Egitto, accordo con Ue per migliore gestione acqua

Il governo egiziano ha firmato un accordo con l’Unione Europea per una migliore gestione delle risorse idriche. Le autorità egiziane considerano la partnership un modo per porre fine alla crisi idrica del paese. Secondo il governo, l’Egitto ha un deficit di 20 miliardi di m3 di acqua. Per affrontare questa situazione, il Cairo vuole ottimizzare le risorse esistenti attraverso un piano di emergenza che si estende fino al 2021. Quest’ultimo include misure per aumentare l’efficienza nell’uso dell’acqua, il riutilizzo delle acque reflue e l’estensione della desalinizzazione dell’acqua di mare nelle zone costiere citta’. Le autorita’ stanno anche cercando di ridurre le colture ad alta intensità di acqua come il riso.

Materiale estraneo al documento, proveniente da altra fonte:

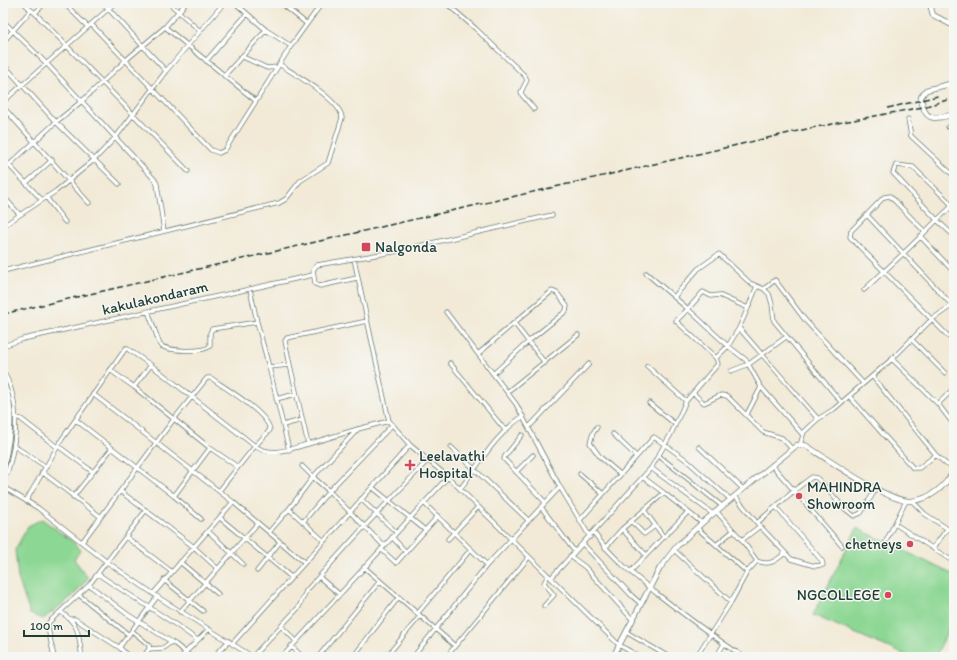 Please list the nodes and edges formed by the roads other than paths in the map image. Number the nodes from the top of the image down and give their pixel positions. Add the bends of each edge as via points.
1 (24, 3) edge
2 (45, 3) edge
3 (64, 3) edge
4 (103, 3) edge
5 (115, 3) edge
6 (169, 3) edge
7 (186, 3) edge
8 (224, 3) edge
9 (235, 3) edge
10 (282, 3) edge
11 (322, 3) edge
12 (446, 3) edge
13 (933, 3) edge
14 (108, 8) junction
15 (31, 10) junction
16 (178, 12) junction
17 (35, 13) junction
18 (247, 14) junction
19 (3, 21) edge
20 (307, 24) junction
21 (90, 26) junction
22 (954, 26) edge
23 (165, 27) junction
24 (266, 30) junction
25 (200, 31) junction
26 (14, 32) junction
27 (3, 42) edge
28 (66, 45) junction
29 (187, 46) junction
30 (291, 46) junction
31 (143, 47) junction
32 (243, 57) junction
33 (126, 60) junction
34 (206, 61) junction
35 (3, 64) edge
36 (47, 64) junction
37 (278, 65) junction
38 (166, 71) junction
39 (224, 76) junction
40 (102, 83) junction
41 (954, 83) edge
42 (22, 84) junction
43 (152, 89) junction
44 (82, 101) junction
45 (256, 101) junction
46 (3, 102) edge
47 (3, 107) edge
48 (534, 109) dead end
49 (133, 113) junction
50 (954, 114) edge
51 (908, 119) dead end
52 (56, 122) junction
53 (954, 126) edge
54 (948, 127) dead end
55 (116, 137) junction
56 (35, 142) junction
57 (3, 159) edge
58 (52, 160) junction
59 (94, 160) junction
60 (9, 165) junction
61 (188, 171) dead end
62 (954, 176) edge
63 (68, 181) junction
64 (26, 183) junction
65 (119, 184) dead end
66 (3, 196) edge
67 (46, 197) junction
68 (42, 200) junction
69 (89, 203) dead end
70 (19, 214) junction
71 (552, 214) dead end
72 (867, 215) junction
73 (937, 220) junction
74 (65, 222) dead end
75 (3, 226) edge
76 (164, 231) junction
77 (925, 232) junction
78 (920, 236) junction
79 (954, 236) edge
80 (902, 253) junction
81 (354, 259) junction
82 (3, 271) edge
83 (884, 271) junction
84 (646, 272) dead end
85 (954, 272) edge
86 (313, 275) junction
87 (357, 278) junction
88 (757, 286) junction
89 (250, 289) junction
90 (764, 289) junction
91 (864, 290) dead end
92 (674, 297) junction
93 (953, 305) edge
94 (748, 308) junction
95 (688, 309) junction
96 (148, 311) junction
97 (446, 312) dead end
98 (931, 320) junction
99 (367, 321) junction
100 (257, 322) junction
101 (514, 323) junction
102 (740, 328) junction
103 (578, 335) dead end
104 (786, 337) junction
105 (911, 339) junction
106 (529, 341) junction
107 (954, 342) edge
108 (3, 346) edge
109 (728, 346) junction
110 (478, 354) junction
111 (763, 355) junction
112 (716, 358) junction
113 (892, 359) junction
114 (546, 363) junction
115 (450, 364) dead end
116 (589, 364) dead end
117 (749, 364) junction
118 (151, 365) junction
119 (290, 365) junction
120 (647, 366) dead end
121 (269, 367) junction
122 (110, 370) junction
123 (3, 371) edge
124 (731, 371) dead end
125 (945, 373) dead end
126 (493, 374) junction
127 (872, 376) junction
128 (862, 382) junction
129 (3, 384) edge
130 (134, 387) junction
131 (761, 387) junction
132 (954, 388) edge
133 (507, 392) junction
134 (692, 393) junction
135 (93, 394) junction
136 (296, 394) junction
137 (192, 396) junction
138 (848, 396) junction
139 (276, 399) junction
140 (686, 401) junction
141 (841, 402) junction
142 (649, 403) dead end
143 (938, 404) junction
144 (3, 414) edge
145 (747, 414) junction
146 (524, 416) junction
147 (16, 417) junction
148 (174, 419) junction
149 (818, 419) junction
150 (76, 420) junction
151 (302, 420) junction
152 (391, 423) junction
153 (675, 424) junction
154 (283, 425) junction
155 (954, 425) edge
156 (529, 427) junction
157 (597, 427) dead end
158 (358, 429) junction
159 (505, 430) junction
160 (613, 434) dead end
161 (802, 434) junction
162 (522, 435) dead end
163 (3, 442) edge
164 (156, 442) junction
165 (308, 444) junction
166 (666, 444) junction
167 (410, 445) junction
168 (800, 445) junction
169 (14, 446) junction
170 (58, 446) junction
171 (255, 446) junction
172 (451, 447) dead end
173 (699, 447) dead end
174 (112, 448) junction
175 (210, 448) junction
176 (792, 449) junction
177 (289, 450) junction
178 (533, 454) dead end
179 (936, 455) junction
180 (636, 456) junction
181 (659, 456) junction
182 (428, 460) junction
183 (772, 465) junction
184 (3, 466) edge
185 (46, 466) junction
186 (302, 466) dead end
187 (138, 467) junction
188 (238, 467) junction
189 (954, 467) edge
190 (651, 468) junction
191 (475, 470) junction
192 (954, 470) edge
193 (193, 471) junction
194 (42, 472) junction
195 (93, 472) junction
196 (516, 472) junction
197 (580, 474) dead end
198 (620, 474) junction
199 (3, 477) edge
200 (313, 477) junction
201 (448, 477) junction
202 (644, 478) junction
203 (3, 487) edge
204 (372, 487) junction
205 (560, 487) junction
206 (460, 489) junction
207 (743, 489) junction
208 (876, 489) junction
209 (219, 490) junction
210 (794, 490) junction
211 (120, 491) junction
212 (329, 491) junction
213 (603, 494) junction
214 (664, 494) junction
215 (174, 496) junction
216 (73, 497) junction
217 (733, 497) junction
218 (361, 500) junction
219 (26, 501) junction
220 (390, 501) junction
221 (909, 501) junction
222 (233, 502) junction
223 (545, 502) junction
224 (424, 503) junction
225 (722, 506) junction
226 (478, 507) junction
227 (541, 507) junction
228 (776, 507) junction
229 (146, 510) junction
230 (289, 510) junction
231 (644, 510) junction
232 (688, 512) junction
233 (714, 512) junction
234 (376, 513) junction
235 (349, 514) junction
236 (438, 516) junction
237 (101, 517) junction
238 (410, 517) junction
239 (220, 518) junction
240 (201, 520) dead end
241 (528, 520) junction
242 (580, 520) junction
243 (631, 521) junction
244 (303, 522) junction
245 (258, 523) junction
246 (702, 523) junction
247 (895, 524) junction
248 (758, 525) junction
249 (655, 526) junction
250 (364, 527) junction
251 (697, 528) junction
252 (622, 529) junction
253 (947, 529) junction
254 (424, 530) junction
255 (208, 531) junction
256 (733, 531) junction
257 (269, 532) junction
258 (396, 532) junction
259 (455, 532) junction
260 (594, 533) junction
261 (954, 533) edge
262 (590, 536) junction
263 (663, 536) junction
264 (126, 537) junction
265 (392, 537) junction
266 (244, 538) junction
267 (448, 539) dead end
268 (511, 539) junction
269 (742, 540) junction
270 (324, 541) junction
271 (886, 541) dead end
272 (82, 542) junction
273 (280, 542) junction
274 (583, 544) junction
275 (716, 545) junction
276 (842, 546) dead end
277 (194, 547) junction
278 (382, 547) junction
279 (605, 548) junction
280 (933, 548) junction
281 (471, 549) junction
282 (674, 550) junction
283 (405, 551) junction
284 (575, 552) junction
285 (232, 553) junction
286 (785, 553) junction
287 (645, 554) junction
288 (267, 556) junction
289 (570, 556) junction
290 (529, 557) junction
291 (107, 562) junction
292 (180, 562) junction
293 (304, 562) junction
294 (757, 562) junction
295 (954, 562) edge
296 (243, 564) dead end
297 (488, 565) junction
298 (364, 568) junction
299 (218, 569) junction
300 (257, 571) dead end
301 (631, 571) junction
302 (172, 572) junction
303 (747, 572) junction
304 (98, 574) junction
305 (291, 577) junction
306 (319, 577) junction
307 (550, 577) junction
308 (164, 580) junction
309 (380, 581) junction
310 (205, 583) junction
311 (89, 585) junction
312 (649, 587) junction
313 (153, 594) junction
314 (218, 594) dead end
315 (339, 594) junction
316 (79, 595) junction
317 (157, 597) junction
318 (398, 598) junction
319 (190, 601) junction
320 (731, 602) junction
321 (640, 603) junction
322 (544, 606) dead end
323 (150, 608) junction
324 (203, 611) dead end
325 (61, 612) junction
326 (180, 612) junction
327 (418, 615) junction
328 (70, 619) junction
329 (632, 619) junction
330 (138, 622) junction
331 (281, 626) junction
332 (209, 629) junction
333 (435, 629) junction
334 (132, 631) junction
335 (626, 632) junction
336 (709, 634) junction
337 (129, 635) junction
338 (197, 640) junction
339 (296, 641) junction
340 (171, 642) junction
341 (230, 643) junction
342 (724, 644) junction
343 (619, 645) junction
344 (291, 646) junction
345 (455, 646) junction
346 (120, 648) junction
347 (149, 649) junction
348 (186, 652) junction
349 (127, 655) junction
350 (54, 657) edge
351 (82, 657) edge
352 (115, 657) edge
353 (132, 657) edge
354 (143, 657) edge
355 (181, 657) edge
356 (191, 657) edge
357 (213, 657) edge
358 (253, 657) edge
359 (282, 657) edge
360 (303, 657) edge
361 (318, 657) edge
362 (353, 657) edge
363 (386, 657) edge
364 (413, 657) edge
365 (446, 657) edge
366 (613, 657) edge
367 (640, 657) edge
368 (669, 657) edge
369 (696, 657) edge
370 (716, 657) edge
371 (744, 657) edge

1 - 15 street
2 - 17 street
3 - 21 street
4 - 14 street
5 - 14 street
6 - 16 street
7 - 16 street
8 - 25 street
9 - 18 street
10 - 20 street
11 - 20 street
12 - 48 street via 525,76 521,92
13 - 22 street via 933,15
14 - 21 street
14 - 31 street
15 - 17 street
15 - 26 street
16 - 23 street
16 - 25 street
17 - 28 street
18 - 24 street
18 - 34 street
19 - 26 street
20 - 30 street
21 - 28 street
21 - 33 street
23 - 29 street
23 - 31 street
24 - 30 street
24 - 32 street
25 - 29 street
26 - 27 street
26 - 36 street
28 - 36 street
28 - 40 street
29 - 34 street
29 - 38 street
30 - 37 street
31 - 33 street
31 - 38 street
32 - 37 street via 267,68
32 - 39 street
33 - 40 street
33 - 43 street
34 - 39 street
35 - 42 street
36 - 42 street
36 - 44 street
37 - 45 street
37 - 76 street via 314,87 342,114 328,163 300,181 286,199 279,203
38 - 43 street
39 - 45 street
40 - 44 street
40 - 49 street
41 - 50 street via 926,90 921,97 924,112 928,116 936,119
42 - 46 street
42 - 52 street
43 - 45 street via 215,153 225,150
43 - 49 street
44 - 52 street
44 - 55 street
47 - 56 street
49 - 55 street
49 - 61 street
51 - 62 street via 911,136
52 - 56 street
52 - 59 street
53 - 54 street
55 - 59 street
55 - 76 street via 157,184
56 - 58 street
56 - 60 street
57 - 60 street
58 - 63 street
58 - 64 street
59 - 63 street
59 - 65 street
60 - 64 street
63 - 67 street
63 - 69 street
64 - 68 street
66 - 70 street
67 - 68 street
67 - 74 street
68 - 70 street
70 - 75 street
71 - 81 street
72 - 77 street via 884,197 890,196
72 - 80 street
72 - 83 street via 851,231 850,237
73 - 73 street via 893,173 896,165 913,167 952,206
73 - 77 street
73 - 79 street
76 - 82 street
77 - 78 street
78 - 80 street
78 - 85 street
80 - 83 street
80 - 93 street
81 - 86 street via 317,266 313,270
81 - 87 street
83 - 91 street
83 - 98 street
84 - 92 street
86 - 87 street via 316,284 320,286
86 - 89 street, kakulakondaram
87 - 99 street
88 - 90 street
88 - 92 street via 750,283 719,254 698,269
88 - 94 street
89 - 96 street, kakulakondaram
89 - 100 street
90 - 104 street via 769,294 774,321
90 - 128 street via 775,280 805,320
92 - 95 street
93 - 98 street
94 - 95 street via 719,295 710,296 703,292
94 - 102 street
95 - 109 street
95 - 112 street via 676,321
96 - 100 street via 160,345 178,350 204,350 210,346 212,329
96 - 108 street, kakulakondaram via 23,339
97 - 110 street
98 - 105 street
98 - 107 street
99 - 119 street via 287,338 285,342
99 - 152 street
100 - 121 street
101 - 106 street
101 - 106 street via 549,292 554,292 560,297 567,306 566,311
101 - 110 street
102 - 109 street
102 - 111 street
103 - 114 street
104 - 111 street
104 - 141 street
105 - 113 street
105 - 125 street
106 - 114 street
106 - 126 street
109 - 112 street
109 - 117 street
110 - 126 street
111 - 117 street
111 - 149 street
112 - 134 street via 717,366
113 - 127 street
113 - 143 street
114 - 133 street
115 - 159 street
116 - 156 street
117 - 124 street
117 - 131 street
118 - 122 street via 126,348
118 - 130 street
118 - 137 street
119 - 121 street
119 - 136 street
120 - 140 street
121 - 139 street
122 - 130 street
122 - 135 street
123 - 147 street
126 - 133 street
127 - 128 street
127 - 179 street
128 - 138 street
129 - 184 highway via 10,414 8,444
130 - 148 street
131 - 145 street
131 - 161 street
132 - 143 street
133 - 146 street
134 - 140 street
134 - 145 street via 704,403 723,394
135 - 150 street
135 - 164 street
136 - 139 street
136 - 151 street
137 - 148 street
137 - 171 street
137 - 171 street via 208,378 257,412 266,420 270,430
138 - 141 street
138 - 179 street via 913,468 919,468
139 - 154 street
140 - 153 street
141 - 149 street
142 - 153 street
143 - 155 street
144 - 163 street
145 - 176 street via 763,432 782,438
146 - 156 street
146 - 159 street
147 - 169 street
147 - 170 street
148 - 164 street
148 - 175 street
149 - 161 street
150 - 170 street
150 - 174 street
151 - 154 street
151 - 165 street
152 - 158 street
152 - 167 street
152 - 212 street
153 - 166 street
154 - 177 street
156 - 205 street
157 - 198 street via 590,443 600,457
158 - 165 street
158 - 200 street
159 - 191 street
160 - 180 street
161 - 168 street
162 - 196 street via 504,457
164 - 187 street
164 - 193 street
165 - 177 street
166 - 180 street via 655,437 652,438
166 - 181 street
166 - 217 street
167 - 182 street
167 - 204 street
168 - 176 street
168 - 208 street via 805,445
169 - 185 street
169 - 199 street via 7,474
170 - 185 street
170 - 195 street
171 - 177 street via 266,452
171 - 188 street
172 - 191 street
173 - 207 street
174 - 187 street
174 - 195 street
175 - 188 street
175 - 193 street
176 - 183 street
178 - 196 street
179 - 189 street
180 - 198 street
181 - 190 street
181 - 225 street
182 - 201 street
182 - 220 street
183 - 207 street
183 - 210 street
185 - 194 street
186 - 200 street
187 - 211 street
187 - 215 street
188 - 209 street
190 - 202 street
190 - 233 street
191 - 206 street
191 - 241 street
192 - 221 street via 941,489 921,499
193 - 209 street
193 - 215 street
194 - 216 street
194 - 219 street
195 - 216 street
196 - 223 street
197 - 213 street
198 - 213 street
200 - 212 street
200 - 230 street
201 - 206 street
201 - 224 street
202 - 214 street
202 - 260 street
203 - 219 street
204 - 218 street
204 - 220 street
205 - 223 street
205 - 242 street
206 - 226 street
207 - 217 street
208 - 210 street via 861,513 854,516 815,477
208 - 221 street via 894,498
209 - 222 street
210 - 228 street
210 - 276 street
211 - 229 street
211 - 237 street
212 - 235 street
212 - 244 street
213 - 242 street
214 - 231 street
214 - 232 street
215 - 240 street
216 - 237 street
217 - 225 street
217 - 248 street
218 - 234 street
218 - 235 street
219 - 272 street
220 - 234 street
220 - 238 street
221 - 247 street
221 - 253 street
222 - 239 street
222 - 245 street
223 - 227 street
224 - 236 street
224 - 238 street
225 - 233 street
226 - 259 street
226 - 268 street
227 - 241 street
227 - 284 street
228 - 248 street
228 - 286 street via 824,564 818,567 800,563
229 - 264 street
229 - 277 street
230 - 244 street
230 - 257 street
231 - 243 street
231 - 249 street
232 - 246 street
232 - 263 street
233 - 246 street
233 - 256 street
234 - 250 street
234 - 258 street
235 - 250 street
235 - 270 street
236 - 254 street
236 - 259 street
237 - 272 street
238 - 254 street
238 - 258 street
239 - 255 street
239 - 266 street
241 - 268 street
242 - 262 street
243 - 249 street via 644,534
243 - 252 street
244 - 270 street
245 - 257 street
245 - 266 street
246 - 251 street
247 - 271 street
247 - 280 street
248 - 269 street
248 - 286 street
249 - 263 street
250 - 278 street
250 - 306 street
251 - 275 street
251 - 282 street
252 - 279 street
252 - 287 street
253 - 261 street
253 - 280 street
254 - 283 street
255 - 277 street
255 - 285 street
256 - 269 street
256 - 275 street
257 - 273 street
258 - 265 street
259 - 267 street
259 - 281 street
260 - 262 street
260 - 279 street
262 - 274 street
263 - 287 street
264 - 291 street
264 - 302 street
265 - 278 street
265 - 283 street
266 - 285 street
266 - 288 street
268 - 290 street
268 - 297 street
269 - 294 street
270 - 293 street
272 - 291 street
273 - 288 street
273 - 293 street
274 - 284 street
274 - 321 street
275 - 303 street
277 - 292 street
277 - 299 street
278 - 283 street via 396,563
278 - 298 street
279 - 301 street
280 - 295 street
281 - 297 street
281 - 327 street
282 - 312 street
282 - 320 street
284 - 289 street
285 - 296 street
285 - 299 street
286 - 294 street via 772,563
287 - 301 street
288 - 300 street
288 - 305 street
289 - 307 street
289 - 329 street via 585,567
290 - 307 street
290 - 345 street
291 - 304 street
291 - 313 street
292 - 302 street
292 - 310 street
293 - 305 street
294 - 303 street
297 - 333 street
298 - 309 street
298 - 315 street
299 - 310 street
301 - 312 street
302 - 308 street
303 - 320 street
304 - 311 street
304 - 323 street
305 - 341 street
306 - 315 street
306 - 331 street via 304,594 299,607
307 - 322 street via 544,583 554,595
307 - 343 street
308 - 313 street
308 - 319 street
309 - 318 street
309 - 361 street
310 - 314 street
310 - 319 street
311 - 316 street
311 - 330 street
312 - 321 street
312 - 336 street
313 - 317 street
315 - 339 street
316 - 325 street
316 - 337 street
317 - 323 street
317 - 326 street
318 - 327 street
318 - 362 street
319 - 324 street
319 - 326 street
320 - 336 street
321 - 329 street
323 - 330 street
323 - 338 street
325 - 328 street
325 - 350 street via 48,624
326 - 332 street
327 - 333 street
327 - 363 street
328 - 346 street via 75,619
328 - 351 street via 77,627
329 - 335 street
330 - 334 street
330 - 340 street
331 - 339 street
331 - 358 street
332 - 338 street
332 - 341 street
333 - 345 street
333 - 364 street
334 - 337 street
334 - 347 street via 149,645
335 - 343 street
335 - 368 street
336 - 342 street
336 - 369 street
337 - 346 street
338 - 348 street
339 - 344 street
340 - 347 street via 163,648
340 - 348 street
341 - 357 street
341 - 358 street
342 - 370 street
342 - 371 street
343 - 366 street
343 - 367 street
344 - 359 street
344 - 360 street
345 - 365 street
346 - 349 street
347 - 354 street
348 - 355 street
348 - 356 street
349 - 352 street
349 - 353 street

Per accelerare l’attuazione del piano il ministro delle Risorse idriche e dell’irrigazione, Mohamed Abdel Aty, ha firmato un accordo con l’Unione europea (UE) che prevede la cooperazione nell’ambito del piano nazionale per l’acqua e l’irrigazione fino al 2037 e su alcuni progetti utilizzando moderni sistemi di irrigazione e trattamento delle acque nei sistemi di drenaggio.

L’UE intende inoltre sostenere il Ministero delle risorse idriche e dell’irrigazione nel raggiungimento degli obiettivi di sicurezza idrica rafforzando la capacita’ del governo centrale e del personale locale nonche’ delle parti interessate a gestire meglio le infrastrutture e i sistemi idrici. Il progetto comprende anche diverse campagne di sensibilizzazione, studi tecnici sulla gestione integrata delle risorse, migliorando l’efficienza dell’uso dell’acqua e riducendo le perdite, riutilizzando le acque reflue trattate e proteggendo la salute pubblica e l’ambiente. Fonte: Afrik21. (Italpress).